Portland’s behavioral causes are similar to what is found in the literature throughout the United States. As is a universal finding throughout the literature, Portland crashes are mostly in daylight, clear, dry conditions.
RESULTS If one wants to reduce driver/cyclist crashes, the graph provides the guidance on behavioral causes. Education and enforcement should focus on the top causes, and direct attention to the bottom causes only when resources allow. The top three problematic behaviors massively overshadow the other problems. Investing resources to tackle those three behaviors will be most effective at preventing crashes.
Notice that the majority of crashes occur in daylight, dry, clear conditions. This is expected, and is a universal finding throughout the literature. It’s ineffective for education and enforcement to spend inordinate resources on telling cyclists to have lights. It’s unfortunate (and arguably harmful) when safety programs haven’t read the data, and focus solely on cyclists having lights.
Once a safety program has addressed the top causes, if it still has resources, it makes sense to go down the list to address the lower causes.

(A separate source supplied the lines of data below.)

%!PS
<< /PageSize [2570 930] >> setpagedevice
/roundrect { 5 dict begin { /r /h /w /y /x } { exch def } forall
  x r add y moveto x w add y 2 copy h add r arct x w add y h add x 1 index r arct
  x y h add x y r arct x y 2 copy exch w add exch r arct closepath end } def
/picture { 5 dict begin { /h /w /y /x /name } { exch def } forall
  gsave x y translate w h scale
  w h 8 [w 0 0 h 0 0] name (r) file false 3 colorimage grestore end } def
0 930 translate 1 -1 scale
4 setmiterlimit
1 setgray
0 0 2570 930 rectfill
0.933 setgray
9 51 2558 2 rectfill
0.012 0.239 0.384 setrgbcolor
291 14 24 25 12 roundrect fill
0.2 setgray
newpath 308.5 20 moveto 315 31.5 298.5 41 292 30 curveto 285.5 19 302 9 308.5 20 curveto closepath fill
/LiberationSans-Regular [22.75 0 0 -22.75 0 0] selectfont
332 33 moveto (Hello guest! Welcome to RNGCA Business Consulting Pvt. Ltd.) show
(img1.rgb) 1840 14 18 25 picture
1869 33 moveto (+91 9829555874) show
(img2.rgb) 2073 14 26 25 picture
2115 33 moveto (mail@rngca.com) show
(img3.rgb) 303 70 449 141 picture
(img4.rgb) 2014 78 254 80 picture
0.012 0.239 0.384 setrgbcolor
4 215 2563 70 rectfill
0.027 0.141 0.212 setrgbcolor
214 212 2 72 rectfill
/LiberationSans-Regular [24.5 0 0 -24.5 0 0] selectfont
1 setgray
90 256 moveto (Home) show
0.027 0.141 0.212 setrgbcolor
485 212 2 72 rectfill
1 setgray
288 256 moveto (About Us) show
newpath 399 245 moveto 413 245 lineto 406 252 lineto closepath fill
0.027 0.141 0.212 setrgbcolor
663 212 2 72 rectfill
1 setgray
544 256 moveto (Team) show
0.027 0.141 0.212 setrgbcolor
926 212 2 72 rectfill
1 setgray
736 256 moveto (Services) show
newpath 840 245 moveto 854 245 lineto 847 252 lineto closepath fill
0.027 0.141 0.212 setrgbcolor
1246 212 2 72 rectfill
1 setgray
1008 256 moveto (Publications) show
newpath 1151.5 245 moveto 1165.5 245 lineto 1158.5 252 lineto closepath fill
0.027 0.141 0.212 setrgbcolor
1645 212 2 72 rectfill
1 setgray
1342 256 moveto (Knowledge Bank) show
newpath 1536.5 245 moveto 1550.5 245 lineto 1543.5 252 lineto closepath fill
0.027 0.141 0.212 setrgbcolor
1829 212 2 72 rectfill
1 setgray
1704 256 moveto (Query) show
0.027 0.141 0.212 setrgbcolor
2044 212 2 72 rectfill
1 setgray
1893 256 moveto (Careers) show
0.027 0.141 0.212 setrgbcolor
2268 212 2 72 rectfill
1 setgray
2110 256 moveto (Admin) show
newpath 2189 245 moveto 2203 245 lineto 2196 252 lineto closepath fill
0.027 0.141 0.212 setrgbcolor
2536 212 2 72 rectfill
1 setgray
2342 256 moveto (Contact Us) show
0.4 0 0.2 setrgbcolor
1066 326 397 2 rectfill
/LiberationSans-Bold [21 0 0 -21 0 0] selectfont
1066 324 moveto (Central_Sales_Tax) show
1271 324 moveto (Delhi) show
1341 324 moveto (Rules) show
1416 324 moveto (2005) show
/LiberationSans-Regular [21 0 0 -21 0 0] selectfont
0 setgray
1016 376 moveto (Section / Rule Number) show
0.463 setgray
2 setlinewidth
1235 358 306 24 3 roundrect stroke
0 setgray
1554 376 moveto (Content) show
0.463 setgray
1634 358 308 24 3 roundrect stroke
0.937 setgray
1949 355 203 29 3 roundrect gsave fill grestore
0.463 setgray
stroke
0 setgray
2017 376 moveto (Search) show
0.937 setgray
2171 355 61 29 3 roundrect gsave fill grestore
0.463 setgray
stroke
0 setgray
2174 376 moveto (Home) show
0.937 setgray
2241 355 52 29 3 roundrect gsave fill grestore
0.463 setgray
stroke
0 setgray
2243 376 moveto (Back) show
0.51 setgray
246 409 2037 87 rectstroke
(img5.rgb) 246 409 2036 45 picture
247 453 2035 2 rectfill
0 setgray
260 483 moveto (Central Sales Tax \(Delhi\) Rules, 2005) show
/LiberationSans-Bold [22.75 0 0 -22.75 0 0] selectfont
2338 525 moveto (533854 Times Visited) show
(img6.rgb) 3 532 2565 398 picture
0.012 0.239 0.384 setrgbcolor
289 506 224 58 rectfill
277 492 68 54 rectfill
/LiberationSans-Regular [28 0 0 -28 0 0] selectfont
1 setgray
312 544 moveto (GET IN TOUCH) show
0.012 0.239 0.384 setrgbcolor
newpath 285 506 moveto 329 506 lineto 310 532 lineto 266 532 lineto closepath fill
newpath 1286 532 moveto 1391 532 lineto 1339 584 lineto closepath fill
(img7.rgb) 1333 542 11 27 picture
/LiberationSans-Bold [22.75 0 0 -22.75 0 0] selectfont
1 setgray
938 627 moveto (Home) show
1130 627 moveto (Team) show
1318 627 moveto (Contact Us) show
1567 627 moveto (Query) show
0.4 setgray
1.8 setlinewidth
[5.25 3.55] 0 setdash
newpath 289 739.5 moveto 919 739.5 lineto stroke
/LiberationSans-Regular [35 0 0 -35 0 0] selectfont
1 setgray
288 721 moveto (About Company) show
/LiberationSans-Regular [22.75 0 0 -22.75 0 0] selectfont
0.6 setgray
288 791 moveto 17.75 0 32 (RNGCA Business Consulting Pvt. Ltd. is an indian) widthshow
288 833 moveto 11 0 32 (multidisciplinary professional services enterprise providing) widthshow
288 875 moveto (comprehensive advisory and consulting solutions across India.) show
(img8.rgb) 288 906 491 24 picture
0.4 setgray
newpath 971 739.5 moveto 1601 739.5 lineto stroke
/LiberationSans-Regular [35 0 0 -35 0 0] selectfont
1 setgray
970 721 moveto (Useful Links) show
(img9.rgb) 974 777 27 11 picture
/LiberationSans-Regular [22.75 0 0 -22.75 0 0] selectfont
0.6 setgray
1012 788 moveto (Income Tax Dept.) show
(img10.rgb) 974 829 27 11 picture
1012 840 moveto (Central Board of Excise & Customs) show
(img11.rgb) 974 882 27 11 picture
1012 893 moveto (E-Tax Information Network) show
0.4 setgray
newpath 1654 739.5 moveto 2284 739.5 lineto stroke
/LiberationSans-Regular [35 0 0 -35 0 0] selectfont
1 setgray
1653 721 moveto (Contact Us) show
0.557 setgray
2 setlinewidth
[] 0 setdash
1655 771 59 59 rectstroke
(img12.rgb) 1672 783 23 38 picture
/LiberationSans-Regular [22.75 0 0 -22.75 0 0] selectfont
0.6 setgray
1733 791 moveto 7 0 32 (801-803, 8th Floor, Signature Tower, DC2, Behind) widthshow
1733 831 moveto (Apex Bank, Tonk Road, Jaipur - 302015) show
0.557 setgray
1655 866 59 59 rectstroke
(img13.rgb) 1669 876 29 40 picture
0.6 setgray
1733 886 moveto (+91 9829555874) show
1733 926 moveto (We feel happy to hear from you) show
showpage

Having these police reports also tells us the frequency of reported driver/cyclist crashes.
Reported driver/cyclist crashes occur at least an average of every 5 days.
During pleasant weather when more people are riding bikes between June-September, reported driver/cyclists crashes occur at least an average of every 3 days.
This high frequency of crashes represents tremendous individual and societal suffering. Even drivers who are physically unharmed are dealing with the many consequences.